[Dataset entries]
□ □ □ □ □
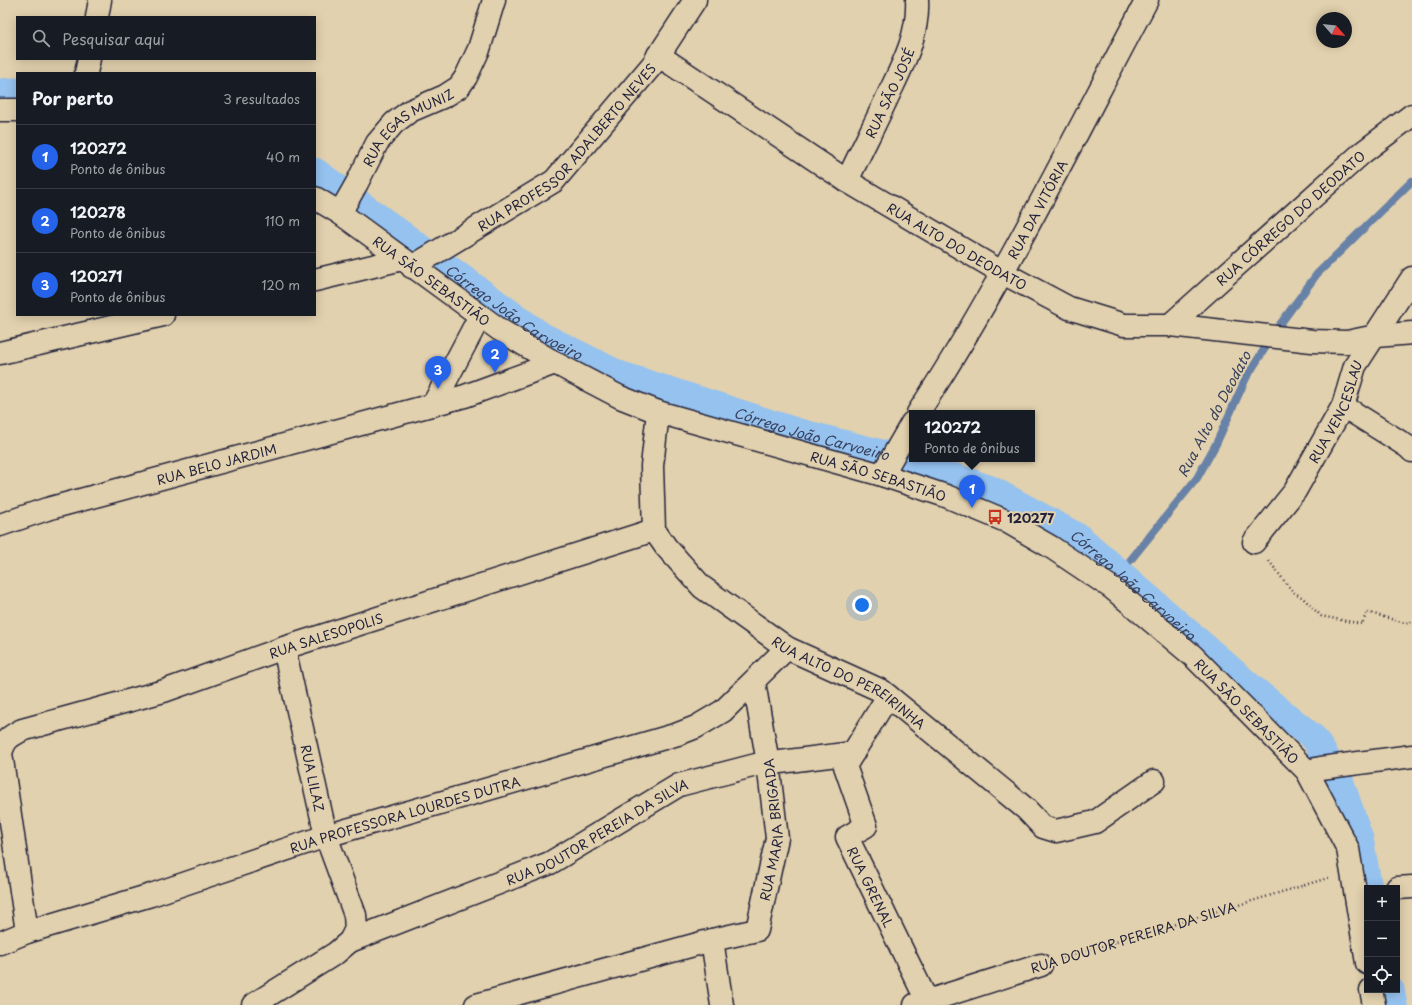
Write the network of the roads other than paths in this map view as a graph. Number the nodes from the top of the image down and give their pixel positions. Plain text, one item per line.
1 (100, 0) edge
2 (494, 0) edge
3 (694, 0) edge
4 (917, 0) edge
5 (1147, 0) edge
6 (97, 16) edge
7 (658, 55) junction
8 (0, 110) edge
9 (16, 110) edge
10 (1412, 115) edge
11 (847, 181) junction
12 (316, 198) edge
13 (343, 208) junction
14 (407, 263) junction
15 (1003, 273) junction
16 (1412, 278) edge
17 (316, 280) edge
18 (159, 316) edge
19 (480, 316) junction
20 (1170, 325) junction
21 (1412, 333) edge
22 (1376, 336) junction
23 (0, 353) edge
24 (555, 363) junction
25 (433, 404) junction
26 (1343, 406) junction
27 (920, 410) edge
28 (658, 412) junction
29 (909, 428) edge
30 (1412, 451) edge
31 (888, 463) junction
32 (0, 525) edge
33 (654, 530) junction
34 (1254, 542) road end
35 (284, 648) junction
36 (787, 648) junction
37 (754, 682) junction
38 (888, 696) junction
39 (853, 753) junction
40 (1412, 756) edge
41 (768, 763) junction
42 (1314, 769) junction
43 (1154, 781) dead end
44 (326, 836) junction
45 (1412, 887) edge
46 (1400, 888) edge
47 (1362, 892) edge
48 (27, 932) junction
49 (353, 935) junction
50 (712, 940) junction
51 (0, 943) edge
52 (1367, 957) edge
53 (1041, 965) road end
54 (1372, 993) edge
55 (260, 1003) edge
56 (921, 1003) edge
57 (476, 1005) edge
58 (722, 1005) edge
59 (1374, 1005) edge

1 - 6 street
2 - 13 street, RUA EGAS MUNIZ
3 - 7 street, RUA PROFESSOR ADALBERTO NEVES
4 - 11 street, RUA SÃO JOSÉ
5 - 15 street, RUA DA VITÓRIA
7 - 11 street, RUA ALTO DO DEODATO
7 - 14 street, RUA PROFESSOR ADALBERTO NEVES
8 - 9 street
10 - 20 street, RUA CÓRREGO DO DEODATO
11 - 15 street, RUA ALTO DO DEODATO
12 - 13 street, RUA SÃO SEBASTIÃO
13 - 14 street, RUA SÃO SEBASTIÃO
14 - 17 street, RUA PROFESSOR ADALBERTO NEVES
14 - 19 street, RUA SÃO SEBASTIÃO
15 - 20 street, RUA ALTO DO DEODATO
15 - 27 street, RUA DA VITÓRIA
16 - 22 street, RUA VENCESLAU
18 - 23 street
19 - 24 street, RUA SÃO SEBASTIÃO
19 - 25 street
20 - 22 street, RUA ALTO DO DEODATO
21 - 22 street, RUA ALTO DO DEODATO
22 - 26 street, RUA VENCESLAU
24 - 25 street, RUA BELO JARDIM
24 - 28 street, RUA SÃO SEBASTIÃO
25 - 32 street, RUA BELO JARDIM
26 - 30 street
26 - 34 street, RUA VENCESLAU
28 - 31 street, RUA SÃO SEBASTIÃO
28 - 33 street
29 - 31 street
31 - 42 street, RUA SÃO SEBASTIÃO
33 - 35 street, RUA SALESOPOLIS
33 - 36 street, RUA ALTO DO PEREIRINHA
35 - 44 street, RUA LILAZ
35 - 48 street, RUA SALESOPOLIS
36 - 37 street, RUA PROFESSORA LOURDES DUTRA
36 - 38 street, RUA ALTO DO PEREIRINHA
37 - 41 street, RUA MARIA BRIGADA
37 - 44 street, RUA PROFESSORA LOURDES DUTRA
38 - 39 street, RUA GRENAL
38 - 43 street, RUA ALTO DO PEREIRINHA
39 - 41 street, RUA DOUTOR PEREIA DA SILVA
39 - 56 street, RUA GRENAL
40 - 42 street
41 - 49 street, RUA DOUTOR PEREIA DA SILVA
41 - 50 street, RUA MARIA BRIGADA
42 - 47 street, RUA SÃO SEBASTIÃO
44 - 48 street, RUA PROFESSORA LOURDES DUTRA
44 - 49 street, RUA LILAZ
45 - 46 street
47 - 52 street, RUA SÃO SEBASTIÃO
48 - 51 street, RUA PROFESSORA LOURDES DUTRA
49 - 55 street
50 - 57 street
50 - 58 street
53 - 56 street, RUA DOUTOR PEREIRA DA SILVA
54 - 59 street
□ □ □ □ □
What to produce: Verbatim output of every entry above is required, though pictures are to be left out.

Exercise result:
Write the network of the roads other than paths in this map view as a graph. Number the nodes from the top of the image down and give their pixel positions. Plain text, one item per line.
1 (100, 0) edge
2 (494, 0) edge
3 (694, 0) edge
4 (917, 0) edge
5 (1147, 0) edge
6 (97, 16) edge
7 (658, 55) junction
8 (0, 110) edge
9 (16, 110) edge
10 (1412, 115) edge
11 (847, 181) junction
12 (316, 198) edge
13 (343, 208) junction
14 (407, 263) junction
15 (1003, 273) junction
16 (1412, 278) edge
17 (316, 280) edge
18 (159, 316) edge
19 (480, 316) junction
20 (1170, 325) junction
21 (1412, 333) edge
22 (1376, 336) junction
23 (0, 353) edge
24 (555, 363) junction
25 (433, 404) junction
26 (1343, 406) junction
27 (920, 410) edge
28 (658, 412) junction
29 (909, 428) edge
30 (1412, 451) edge
31 (888, 463) junction
32 (0, 525) edge
33 (654, 530) junction
34 (1254, 542) road end
35 (284, 648) junction
36 (787, 648) junction
37 (754, 682) junction
38 (888, 696) junction
39 (853, 753) junction
40 (1412, 756) edge
41 (768, 763) junction
42 (1314, 769) junction
43 (1154, 781) dead end
44 (326, 836) junction
45 (1412, 887) edge
46 (1400, 888) edge
47 (1362, 892) edge
48 (27, 932) junction
49 (353, 935) junction
50 (712, 940) junction
51 (0, 943) edge
52 (1367, 957) edge
53 (1041, 965) road end
54 (1372, 993) edge
55 (260, 1003) edge
56 (921, 1003) edge
57 (476, 1005) edge
58 (722, 1005) edge
59 (1374, 1005) edge

1 - 6 street
2 - 13 street, RUA EGAS MUNIZ
3 - 7 street, RUA PROFESSOR ADALBERTO NEVES
4 - 11 street, RUA SÃO JOSÉ
5 - 15 street, RUA DA VITÓRIA
7 - 11 street, RUA ALTO DO DEODATO
7 - 14 street, RUA PROFESSOR ADALBERTO NEVES
8 - 9 street
10 - 20 street, RUA CÓRREGO DO DEODATO
11 - 15 street, RUA ALTO DO DEODATO
12 - 13 street, RUA SÃO SEBASTIÃO
13 - 14 street, RUA SÃO SEBASTIÃO
14 - 17 street, RUA PROFESSOR ADALBERTO NEVES
14 - 19 street, RUA SÃO SEBASTIÃO
15 - 20 street, RUA ALTO DO DEODATO
15 - 27 street, RUA DA VITÓRIA
16 - 22 street, RUA VENCESLAU
18 - 23 street
19 - 24 street, RUA SÃO SEBASTIÃO
19 - 25 street
20 - 22 street, RUA ALTO DO DEODATO
21 - 22 street, RUA ALTO DO DEODATO
22 - 26 street, RUA VENCESLAU
24 - 25 street, RUA BELO JARDIM
24 - 28 street, RUA SÃO SEBASTIÃO
25 - 32 street, RUA BELO JARDIM
26 - 30 street
26 - 34 street, RUA VENCESLAU
28 - 31 street, RUA SÃO SEBASTIÃO
28 - 33 street
29 - 31 street
31 - 42 street, RUA SÃO SEBASTIÃO
33 - 35 street, RUA SALESOPOLIS
33 - 36 street, RUA ALTO DO PEREIRINHA
35 - 44 street, RUA LILAZ
35 - 48 street, RUA SALESOPOLIS
36 - 37 street, RUA PROFESSORA LOURDES DUTRA
36 - 38 street, RUA ALTO DO PEREIRINHA
37 - 41 street, RUA MARIA BRIGADA
37 - 44 street, RUA PROFESSORA LOURDES DUTRA
38 - 39 street, RUA GRENAL
38 - 43 street, RUA ALTO DO PEREIRINHA
39 - 41 street, RUA DOUTOR PEREIA DA SILVA
39 - 56 street, RUA GRENAL
40 - 42 street
41 - 49 street, RUA DOUTOR PEREIA DA SILVA
41 - 50 street, RUA MARIA BRIGADA
42 - 47 street, RUA SÃO SEBASTIÃO
44 - 48 street, RUA PROFESSORA LOURDES DUTRA
44 - 49 street, RUA LILAZ
45 - 46 street
47 - 52 street, RUA SÃO SEBASTIÃO
48 - 51 street, RUA PROFESSORA LOURDES DUTRA
49 - 55 street
50 - 57 street
50 - 58 street
53 - 56 street, RUA DOUTOR PEREIRA DA SILVA
54 - 59 street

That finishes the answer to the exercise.